▶ [Your assignment]
Return all of the material, keeping each line exactly as it is.

▶ [Task inputs]
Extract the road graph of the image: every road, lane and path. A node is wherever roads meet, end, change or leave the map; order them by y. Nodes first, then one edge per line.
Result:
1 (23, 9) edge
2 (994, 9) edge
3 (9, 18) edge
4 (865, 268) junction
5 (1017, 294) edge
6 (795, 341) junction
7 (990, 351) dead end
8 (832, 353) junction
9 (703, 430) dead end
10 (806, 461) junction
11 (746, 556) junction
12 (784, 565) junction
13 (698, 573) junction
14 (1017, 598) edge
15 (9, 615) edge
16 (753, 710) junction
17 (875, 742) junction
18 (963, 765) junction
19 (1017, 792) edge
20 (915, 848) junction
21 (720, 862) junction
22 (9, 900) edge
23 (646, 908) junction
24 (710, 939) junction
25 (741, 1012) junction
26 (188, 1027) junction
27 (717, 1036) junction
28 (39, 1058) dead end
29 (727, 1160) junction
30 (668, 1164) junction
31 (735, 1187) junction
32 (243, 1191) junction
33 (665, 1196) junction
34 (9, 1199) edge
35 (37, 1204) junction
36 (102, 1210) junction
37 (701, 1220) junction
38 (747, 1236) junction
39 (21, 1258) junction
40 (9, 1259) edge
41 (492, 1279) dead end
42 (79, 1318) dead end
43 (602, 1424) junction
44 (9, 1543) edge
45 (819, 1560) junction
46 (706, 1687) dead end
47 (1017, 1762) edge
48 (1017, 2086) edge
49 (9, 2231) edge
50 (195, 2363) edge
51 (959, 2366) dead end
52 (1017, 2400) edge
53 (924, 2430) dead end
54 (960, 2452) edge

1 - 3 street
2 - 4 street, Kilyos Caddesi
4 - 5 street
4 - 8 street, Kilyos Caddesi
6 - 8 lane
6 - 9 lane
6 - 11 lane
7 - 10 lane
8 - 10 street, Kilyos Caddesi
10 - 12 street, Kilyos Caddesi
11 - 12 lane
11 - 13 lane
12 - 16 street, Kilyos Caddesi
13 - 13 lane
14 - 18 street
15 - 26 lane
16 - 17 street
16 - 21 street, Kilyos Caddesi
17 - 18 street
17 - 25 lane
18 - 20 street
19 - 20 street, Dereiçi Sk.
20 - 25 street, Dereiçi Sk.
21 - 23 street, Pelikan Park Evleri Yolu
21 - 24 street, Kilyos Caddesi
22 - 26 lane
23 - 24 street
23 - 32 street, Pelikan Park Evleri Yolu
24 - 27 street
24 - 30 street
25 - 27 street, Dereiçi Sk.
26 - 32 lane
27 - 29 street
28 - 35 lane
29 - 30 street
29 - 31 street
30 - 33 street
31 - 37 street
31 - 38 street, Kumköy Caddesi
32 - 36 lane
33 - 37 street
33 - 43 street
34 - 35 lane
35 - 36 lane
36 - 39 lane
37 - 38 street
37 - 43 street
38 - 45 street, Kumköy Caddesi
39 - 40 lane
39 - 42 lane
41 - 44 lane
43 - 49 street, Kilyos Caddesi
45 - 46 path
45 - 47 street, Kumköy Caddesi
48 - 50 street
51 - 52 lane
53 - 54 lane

▶ [The answer]
Extract the road graph of the image: every road, lane and path. A node is wherever roads meet, end, change or leave the map; order them by y. Nodes first, then one edge per line.
Result:
1 (23, 9) edge
2 (994, 9) edge
3 (9, 18) edge
4 (865, 268) junction
5 (1017, 294) edge
6 (795, 341) junction
7 (990, 351) dead end
8 (832, 353) junction
9 (703, 430) dead end
10 (806, 461) junction
11 (746, 556) junction
12 (784, 565) junction
13 (698, 573) junction
14 (1017, 598) edge
15 (9, 615) edge
16 (753, 710) junction
17 (875, 742) junction
18 (963, 765) junction
19 (1017, 792) edge
20 (915, 848) junction
21 (720, 862) junction
22 (9, 900) edge
23 (646, 908) junction
24 (710, 939) junction
25 (741, 1012) junction
26 (188, 1027) junction
27 (717, 1036) junction
28 (39, 1058) dead end
29 (727, 1160) junction
30 (668, 1164) junction
31 (735, 1187) junction
32 (243, 1191) junction
33 (665, 1196) junction
34 (9, 1199) edge
35 (37, 1204) junction
36 (102, 1210) junction
37 (701, 1220) junction
38 (747, 1236) junction
39 (21, 1258) junction
40 (9, 1259) edge
41 (492, 1279) dead end
42 (79, 1318) dead end
43 (602, 1424) junction
44 (9, 1543) edge
45 (819, 1560) junction
46 (706, 1687) dead end
47 (1017, 1762) edge
48 (1017, 2086) edge
49 (9, 2231) edge
50 (195, 2363) edge
51 (959, 2366) dead end
52 (1017, 2400) edge
53 (924, 2430) dead end
54 (960, 2452) edge

1 - 3 street
2 - 4 street, Kilyos Caddesi
4 - 5 street
4 - 8 street, Kilyos Caddesi
6 - 8 lane
6 - 9 lane
6 - 11 lane
7 - 10 lane
8 - 10 street, Kilyos Caddesi
10 - 12 street, Kilyos Caddesi
11 - 12 lane
11 - 13 lane
12 - 16 street, Kilyos Caddesi
13 - 13 lane
14 - 18 street
15 - 26 lane
16 - 17 street
16 - 21 street, Kilyos Caddesi
17 - 18 street
17 - 25 lane
18 - 20 street
19 - 20 street, Dereiçi Sk.
20 - 25 street, Dereiçi Sk.
21 - 23 street, Pelikan Park Evleri Yolu
21 - 24 street, Kilyos Caddesi
22 - 26 lane
23 - 24 street
23 - 32 street, Pelikan Park Evleri Yolu
24 - 27 street
24 - 30 street
25 - 27 street, Dereiçi Sk.
26 - 32 lane
27 - 29 street
28 - 35 lane
29 - 30 street
29 - 31 street
30 - 33 street
31 - 37 street
31 - 38 street, Kumköy Caddesi
32 - 36 lane
33 - 37 street
33 - 43 street
34 - 35 lane
35 - 36 lane
36 - 39 lane
37 - 38 street
37 - 43 street
38 - 45 street, Kumköy Caddesi
39 - 40 lane
39 - 42 lane
41 - 44 lane
43 - 49 street, Kilyos Caddesi
45 - 46 path
45 - 47 street, Kumköy Caddesi
48 - 50 street
51 - 52 lane
53 - 54 lane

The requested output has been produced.